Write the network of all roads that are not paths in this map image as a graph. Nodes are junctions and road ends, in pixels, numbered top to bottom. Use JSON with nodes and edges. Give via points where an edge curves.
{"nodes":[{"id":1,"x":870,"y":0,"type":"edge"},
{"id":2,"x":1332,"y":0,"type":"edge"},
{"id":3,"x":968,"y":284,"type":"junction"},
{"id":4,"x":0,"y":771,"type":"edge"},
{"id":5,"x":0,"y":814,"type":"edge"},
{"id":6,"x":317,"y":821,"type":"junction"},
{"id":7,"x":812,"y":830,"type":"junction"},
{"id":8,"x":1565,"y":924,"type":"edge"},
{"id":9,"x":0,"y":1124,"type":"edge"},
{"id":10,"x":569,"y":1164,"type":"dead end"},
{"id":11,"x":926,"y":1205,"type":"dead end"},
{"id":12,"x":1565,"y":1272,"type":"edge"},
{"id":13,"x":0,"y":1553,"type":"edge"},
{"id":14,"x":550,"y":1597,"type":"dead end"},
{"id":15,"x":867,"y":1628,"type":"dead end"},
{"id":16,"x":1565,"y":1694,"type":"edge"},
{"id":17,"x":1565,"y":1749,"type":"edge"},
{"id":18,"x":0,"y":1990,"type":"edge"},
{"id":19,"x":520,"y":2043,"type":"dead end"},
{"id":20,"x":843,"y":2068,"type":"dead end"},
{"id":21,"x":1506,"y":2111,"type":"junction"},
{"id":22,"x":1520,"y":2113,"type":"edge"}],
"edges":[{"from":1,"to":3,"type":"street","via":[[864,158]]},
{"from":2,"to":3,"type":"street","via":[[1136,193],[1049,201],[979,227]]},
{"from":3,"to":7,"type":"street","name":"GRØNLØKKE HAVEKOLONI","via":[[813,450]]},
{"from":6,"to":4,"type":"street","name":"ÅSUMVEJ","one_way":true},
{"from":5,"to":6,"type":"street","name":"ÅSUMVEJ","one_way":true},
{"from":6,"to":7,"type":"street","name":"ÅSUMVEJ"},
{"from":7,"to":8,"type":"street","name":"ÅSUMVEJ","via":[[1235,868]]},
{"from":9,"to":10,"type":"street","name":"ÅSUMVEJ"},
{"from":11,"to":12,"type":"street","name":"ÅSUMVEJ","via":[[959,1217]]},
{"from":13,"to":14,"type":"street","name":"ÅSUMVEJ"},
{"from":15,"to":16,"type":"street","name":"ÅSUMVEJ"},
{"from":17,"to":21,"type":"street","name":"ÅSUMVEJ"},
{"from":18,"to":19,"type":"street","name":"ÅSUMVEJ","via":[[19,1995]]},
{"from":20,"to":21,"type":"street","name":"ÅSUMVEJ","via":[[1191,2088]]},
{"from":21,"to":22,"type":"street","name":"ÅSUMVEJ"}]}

────────────────

:: Work order ::
Search the preceding listing for "dead", then copy every line that holds it.

:: Output below ::
{"id":10,"x":569,"y":1164,"type":"dead end"},
{"id":11,"x":926,"y":1205,"type":"dead end"},
{"id":14,"x":550,"y":1597,"type":"dead end"},
{"id":15,"x":867,"y":1628,"type":"dead end"},
{"id":19,"x":520,"y":2043,"type":"dead end"},
{"id":20,"x":843,"y":2068,"type":"dead end"},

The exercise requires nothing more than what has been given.